__Work request__
What you produce should be an exact transcription of the data, minus any pictures.

..............................

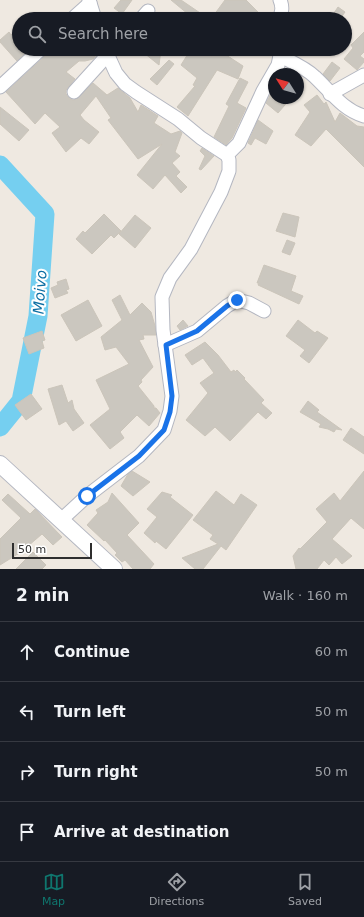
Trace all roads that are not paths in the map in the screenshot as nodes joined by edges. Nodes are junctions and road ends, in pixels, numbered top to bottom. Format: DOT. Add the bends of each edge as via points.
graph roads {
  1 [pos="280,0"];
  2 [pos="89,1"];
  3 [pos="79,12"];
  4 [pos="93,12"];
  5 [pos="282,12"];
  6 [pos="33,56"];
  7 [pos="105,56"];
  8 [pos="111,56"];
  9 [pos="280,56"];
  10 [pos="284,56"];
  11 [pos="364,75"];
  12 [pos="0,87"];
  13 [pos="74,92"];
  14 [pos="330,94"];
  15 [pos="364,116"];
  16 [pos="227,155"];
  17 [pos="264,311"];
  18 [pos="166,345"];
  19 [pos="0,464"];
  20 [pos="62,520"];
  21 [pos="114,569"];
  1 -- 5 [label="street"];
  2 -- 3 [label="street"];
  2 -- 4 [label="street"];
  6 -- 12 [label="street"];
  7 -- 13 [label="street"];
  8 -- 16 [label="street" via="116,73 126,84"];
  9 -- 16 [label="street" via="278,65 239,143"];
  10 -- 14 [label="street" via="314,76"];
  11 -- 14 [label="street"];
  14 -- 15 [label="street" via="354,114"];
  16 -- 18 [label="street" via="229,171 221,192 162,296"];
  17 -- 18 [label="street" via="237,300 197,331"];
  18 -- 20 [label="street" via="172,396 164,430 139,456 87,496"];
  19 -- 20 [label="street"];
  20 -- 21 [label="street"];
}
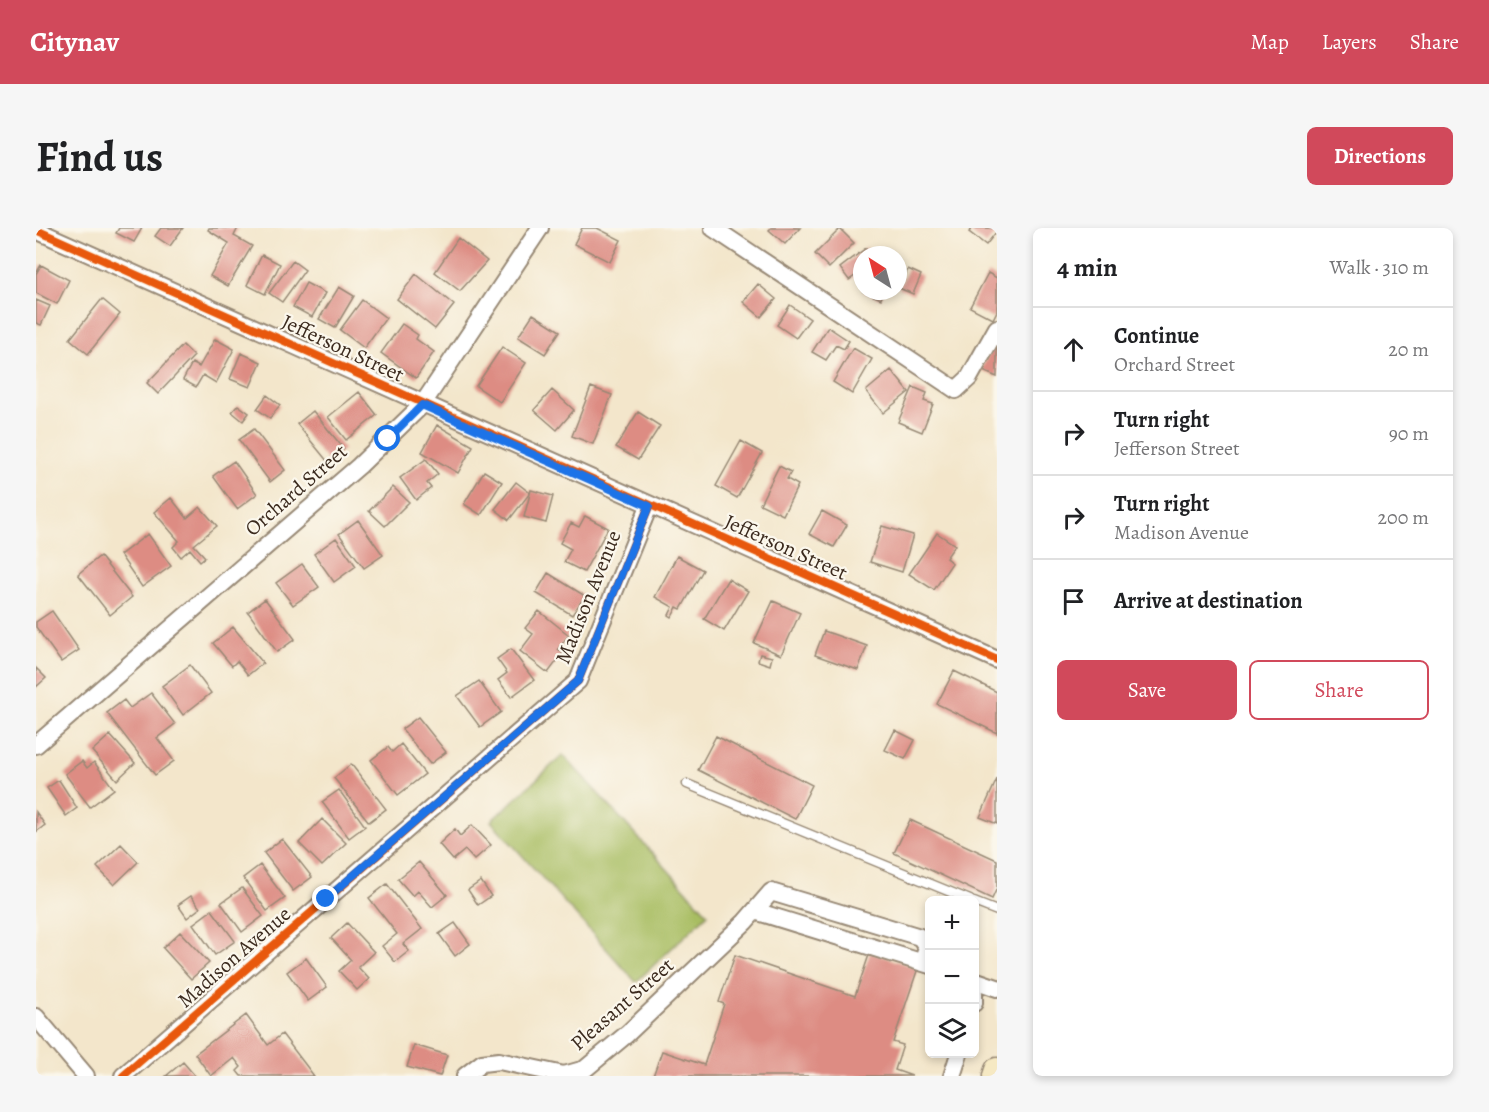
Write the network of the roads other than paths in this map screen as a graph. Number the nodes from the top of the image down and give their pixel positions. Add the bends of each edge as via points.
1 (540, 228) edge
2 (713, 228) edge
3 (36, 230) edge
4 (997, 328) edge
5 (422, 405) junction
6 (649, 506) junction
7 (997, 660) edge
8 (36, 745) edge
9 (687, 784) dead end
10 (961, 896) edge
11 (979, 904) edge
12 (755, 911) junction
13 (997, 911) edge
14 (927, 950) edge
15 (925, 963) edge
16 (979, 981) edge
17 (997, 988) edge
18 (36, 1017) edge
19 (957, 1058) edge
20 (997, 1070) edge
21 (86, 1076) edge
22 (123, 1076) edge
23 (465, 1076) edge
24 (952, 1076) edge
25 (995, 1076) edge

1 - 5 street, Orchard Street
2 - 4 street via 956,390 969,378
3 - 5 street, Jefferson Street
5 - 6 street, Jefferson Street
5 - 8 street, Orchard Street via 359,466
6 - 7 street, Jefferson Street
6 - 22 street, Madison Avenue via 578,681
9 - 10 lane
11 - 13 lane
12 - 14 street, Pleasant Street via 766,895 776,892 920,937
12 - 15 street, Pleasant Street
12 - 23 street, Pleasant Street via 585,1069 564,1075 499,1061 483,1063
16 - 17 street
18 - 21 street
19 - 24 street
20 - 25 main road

..............................

__The completed task__
Trace all roads that are not paths in the map in the screenshot as nodes joined by edges. Nodes are junctions and road ends, in pixels, numbered top to bottom. Format: DOT. Add the bends of each edge as via points.
graph roads {
  1 [pos="280,0"];
  2 [pos="89,1"];
  3 [pos="79,12"];
  4 [pos="93,12"];
  5 [pos="282,12"];
  6 [pos="33,56"];
  7 [pos="105,56"];
  8 [pos="111,56"];
  9 [pos="280,56"];
  10 [pos="284,56"];
  11 [pos="364,75"];
  12 [pos="0,87"];
  13 [pos="74,92"];
  14 [pos="330,94"];
  15 [pos="364,116"];
  16 [pos="227,155"];
  17 [pos="264,311"];
  18 [pos="166,345"];
  19 [pos="0,464"];
  20 [pos="62,520"];
  21 [pos="114,569"];
  1 -- 5 [label="street"];
  2 -- 3 [label="street"];
  2 -- 4 [label="street"];
  6 -- 12 [label="street"];
  7 -- 13 [label="street"];
  8 -- 16 [label="street" via="116,73 126,84"];
  9 -- 16 [label="street" via="278,65 239,143"];
  10 -- 14 [label="street" via="314,76"];
  11 -- 14 [label="street"];
  14 -- 15 [label="street" via="354,114"];
  16 -- 18 [label="street" via="229,171 221,192 162,296"];
  17 -- 18 [label="street" via="237,300 197,331"];
  18 -- 20 [label="street" via="172,396 164,430 139,456 87,496"];
  19 -- 20 [label="street"];
  20 -- 21 [label="street"];
}
Write the network of the roads other than paths in this map screen as a graph. Number the nodes from the top of the image down and give their pixel positions. Add the bends of each edge as via points.
1 (540, 228) edge
2 (713, 228) edge
3 (36, 230) edge
4 (997, 328) edge
5 (422, 405) junction
6 (649, 506) junction
7 (997, 660) edge
8 (36, 745) edge
9 (687, 784) dead end
10 (961, 896) edge
11 (979, 904) edge
12 (755, 911) junction
13 (997, 911) edge
14 (927, 950) edge
15 (925, 963) edge
16 (979, 981) edge
17 (997, 988) edge
18 (36, 1017) edge
19 (957, 1058) edge
20 (997, 1070) edge
21 (86, 1076) edge
22 (123, 1076) edge
23 (465, 1076) edge
24 (952, 1076) edge
25 (995, 1076) edge

1 - 5 street, Orchard Street
2 - 4 street via 956,390 969,378
3 - 5 street, Jefferson Street
5 - 6 street, Jefferson Street
5 - 8 street, Orchard Street via 359,466
6 - 7 street, Jefferson Street
6 - 22 street, Madison Avenue via 578,681
9 - 10 lane
11 - 13 lane
12 - 14 street, Pleasant Street via 766,895 776,892 920,937
12 - 15 street, Pleasant Street
12 - 23 street, Pleasant Street via 585,1069 564,1075 499,1061 483,1063
16 - 17 street
18 - 21 street
19 - 24 street
20 - 25 main road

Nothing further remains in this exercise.